第13話 神童の少女

 「師匠と呼ばせてください!」

 

 可憐な少女が賢者に頭を下げながら懇願する。当の賢者が臀部を抑えつつ、猫背でトイレから出てくるやいなやだ。賢者は露骨な怪訝を少女に向ける。

 

 「誰やねんお前」

 「グミ・プラネットです!!!」


 賢者は手で追い払うような仕草と共に立ち去ろうとする。が、少女の振り絞るような大声による名乗りに圧倒される。少女は自身の気合の入りように思わず赤面し、顔を伏せる。

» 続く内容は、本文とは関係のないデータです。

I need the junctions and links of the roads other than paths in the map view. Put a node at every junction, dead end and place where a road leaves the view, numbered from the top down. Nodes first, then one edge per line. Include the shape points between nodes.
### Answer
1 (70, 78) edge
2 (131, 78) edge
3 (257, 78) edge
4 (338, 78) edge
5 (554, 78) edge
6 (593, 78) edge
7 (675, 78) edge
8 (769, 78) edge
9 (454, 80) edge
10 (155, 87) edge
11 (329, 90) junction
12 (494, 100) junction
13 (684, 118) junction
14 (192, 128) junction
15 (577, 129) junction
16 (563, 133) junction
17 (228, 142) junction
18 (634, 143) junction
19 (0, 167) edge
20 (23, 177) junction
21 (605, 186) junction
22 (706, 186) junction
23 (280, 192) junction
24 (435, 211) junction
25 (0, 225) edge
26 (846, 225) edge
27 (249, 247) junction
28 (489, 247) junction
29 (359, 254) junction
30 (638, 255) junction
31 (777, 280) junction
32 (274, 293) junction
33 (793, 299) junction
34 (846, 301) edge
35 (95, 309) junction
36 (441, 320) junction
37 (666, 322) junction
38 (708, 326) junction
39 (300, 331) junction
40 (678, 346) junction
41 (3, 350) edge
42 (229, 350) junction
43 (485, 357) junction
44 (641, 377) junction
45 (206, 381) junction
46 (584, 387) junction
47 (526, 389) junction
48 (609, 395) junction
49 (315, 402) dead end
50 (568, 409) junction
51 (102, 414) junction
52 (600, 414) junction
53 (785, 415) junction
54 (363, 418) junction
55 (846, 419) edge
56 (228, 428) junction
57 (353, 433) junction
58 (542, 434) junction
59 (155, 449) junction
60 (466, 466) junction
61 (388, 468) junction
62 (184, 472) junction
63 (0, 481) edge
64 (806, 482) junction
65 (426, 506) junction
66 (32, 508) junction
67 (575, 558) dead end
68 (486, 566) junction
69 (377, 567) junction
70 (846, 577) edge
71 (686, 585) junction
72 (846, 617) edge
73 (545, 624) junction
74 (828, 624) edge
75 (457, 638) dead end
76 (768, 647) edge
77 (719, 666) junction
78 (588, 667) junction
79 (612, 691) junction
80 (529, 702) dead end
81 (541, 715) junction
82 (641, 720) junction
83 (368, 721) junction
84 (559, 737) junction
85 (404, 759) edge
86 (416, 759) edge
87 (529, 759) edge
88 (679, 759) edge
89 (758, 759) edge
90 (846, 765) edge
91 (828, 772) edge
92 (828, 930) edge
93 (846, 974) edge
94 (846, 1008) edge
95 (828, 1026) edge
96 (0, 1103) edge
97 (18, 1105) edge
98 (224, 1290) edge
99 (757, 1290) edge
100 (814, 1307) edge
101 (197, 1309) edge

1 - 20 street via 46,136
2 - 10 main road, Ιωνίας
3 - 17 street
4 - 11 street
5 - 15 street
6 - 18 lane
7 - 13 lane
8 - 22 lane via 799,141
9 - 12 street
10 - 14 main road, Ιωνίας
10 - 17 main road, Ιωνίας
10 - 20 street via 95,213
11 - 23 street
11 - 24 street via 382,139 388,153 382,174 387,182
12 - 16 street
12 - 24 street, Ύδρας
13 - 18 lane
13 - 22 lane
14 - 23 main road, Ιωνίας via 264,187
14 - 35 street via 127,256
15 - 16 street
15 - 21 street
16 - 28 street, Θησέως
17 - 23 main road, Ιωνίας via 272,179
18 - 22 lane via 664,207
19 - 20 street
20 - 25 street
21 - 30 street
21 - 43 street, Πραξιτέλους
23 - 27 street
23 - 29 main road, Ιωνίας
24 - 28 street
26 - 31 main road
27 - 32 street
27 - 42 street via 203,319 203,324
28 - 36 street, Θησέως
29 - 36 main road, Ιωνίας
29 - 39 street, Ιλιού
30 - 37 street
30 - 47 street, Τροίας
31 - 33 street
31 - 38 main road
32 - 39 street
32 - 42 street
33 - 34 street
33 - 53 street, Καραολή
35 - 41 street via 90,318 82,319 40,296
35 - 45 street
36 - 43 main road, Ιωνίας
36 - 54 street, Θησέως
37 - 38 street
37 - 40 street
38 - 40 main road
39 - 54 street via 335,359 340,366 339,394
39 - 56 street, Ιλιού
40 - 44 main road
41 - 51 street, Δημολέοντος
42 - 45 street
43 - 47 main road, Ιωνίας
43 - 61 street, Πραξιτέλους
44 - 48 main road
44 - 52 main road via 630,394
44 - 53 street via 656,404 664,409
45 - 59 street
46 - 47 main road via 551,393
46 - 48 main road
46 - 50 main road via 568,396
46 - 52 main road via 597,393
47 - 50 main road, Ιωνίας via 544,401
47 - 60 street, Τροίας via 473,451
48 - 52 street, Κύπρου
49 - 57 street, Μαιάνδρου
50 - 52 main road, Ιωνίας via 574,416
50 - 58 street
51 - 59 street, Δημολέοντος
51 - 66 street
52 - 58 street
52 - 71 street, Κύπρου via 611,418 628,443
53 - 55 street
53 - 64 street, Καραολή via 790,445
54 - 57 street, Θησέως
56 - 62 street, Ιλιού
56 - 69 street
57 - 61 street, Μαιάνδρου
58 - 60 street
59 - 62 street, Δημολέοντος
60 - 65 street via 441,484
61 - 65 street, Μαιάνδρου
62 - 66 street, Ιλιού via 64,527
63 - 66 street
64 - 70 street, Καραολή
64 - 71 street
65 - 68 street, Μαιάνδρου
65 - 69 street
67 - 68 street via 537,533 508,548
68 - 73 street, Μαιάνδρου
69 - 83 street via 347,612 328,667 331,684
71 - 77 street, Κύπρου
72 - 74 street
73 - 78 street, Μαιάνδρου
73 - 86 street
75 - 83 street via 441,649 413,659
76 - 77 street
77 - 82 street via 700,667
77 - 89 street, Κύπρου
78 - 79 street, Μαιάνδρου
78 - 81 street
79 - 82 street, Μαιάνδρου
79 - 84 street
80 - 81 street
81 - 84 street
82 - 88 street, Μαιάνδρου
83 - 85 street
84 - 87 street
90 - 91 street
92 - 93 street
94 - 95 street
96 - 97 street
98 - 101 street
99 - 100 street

 「急にでっかい声出すなアホ。衝撃で痔が爆発でもしたらどうすんねん」

 「そ、そんな魔法があるのですか!」

 「うわ~、コイツ苦手なタイプやわ~」

 「どうしてそんなこと言うんですか!私はこう見えてもこの学園では神童と称される程の実力の持ち主ですよ!」

 「いや、知らんし。そういうところがキモいねんな。絶対パンクロックとか聞いたことなさそう。俺パンクな奴しか友達なりたくないから」

 「パンクとはなんですか!?」


 先ほどの会合の時の大人しく、どこか鋭さのある雰囲気とは打って変わり、グミは明るく、無邪気な瞳を賢者に向ける。純粋な尊敬と恋慕が含まれている。賢者はその眼差しに珍しくたじろぐ。


 「俺もう帰りたいねんけど」

 「師匠はどこに寝泊まりされてるんですか?」

 「いや、言わんし」

 「お邪魔したいです!」

 「何なんお前。怖いから。人の話聞いてる?」

 「私は師匠以上の魔術師に出会ったことがありません!」


 グミはそういうと、賢者の手を握る。そして目を閉じ、深々と礼をする。

 

 「いや、何してんねん。やめぇや」


 賢者はグミの手を振り解く。グミの表情が少し曇る。


 「師匠は私のことが嫌いなのですか?」

 「情緒どうなってんの?」

 「もうこの学院内に私を驚かせるような魔術師には出会えないと思ってたのです」

 「知らんけど」

 「この学院に来れば、この世界各国の魔術師が集うこの学院に来れば、私を負かすような存在に出会うことができると思ってたのです!」

 「急に言葉に力入れるんやめてくれへん?ビクッてなるから」

 「私はこの学院に来て、数ヶ月で全ての知識を理解しました。本を読めば私はすぐに理解することが出来るのです。頂きは容易かったのです」

 「…お前怖いって…。何の話してんの?さっきから」

 「半ば諦めかけていた私の前に現れた貴方。初めは小汚い坊主男だと侮ってはいましたが―」

 「しばくぞ」

 「闘技場での御姿を拝見して確信したのです!師匠は私の遙か上の存在であり、私の知り得ない知識と心理を備えているのだと!」

 「いや、そんなんでさっきのくつがえらんから。手出せや」

 「え?」


 ビシ!っという鈍い音が鳴る。賢者がグミの手首にシッペを食らわせたのだ。丁度手首の突起部、橈骨に直撃する。重たい衝撃と共に鈍い痛みがじんわりと広がりグミは思わず声を上げ、その場で崩れる。


 「師匠!酷いです!一体私が何をした―」


 涙目のグミが声を荒げながら顔を上げる。しかしそこには賢者の姿はなく、一枚の紙きれだけが残っていた。賢者の喪失による虚脱感を感じながら―急激なほどにグミの感情はそぎ落とされ、会合での鋭さを取り戻す―痛みの無い手で拾い上げる。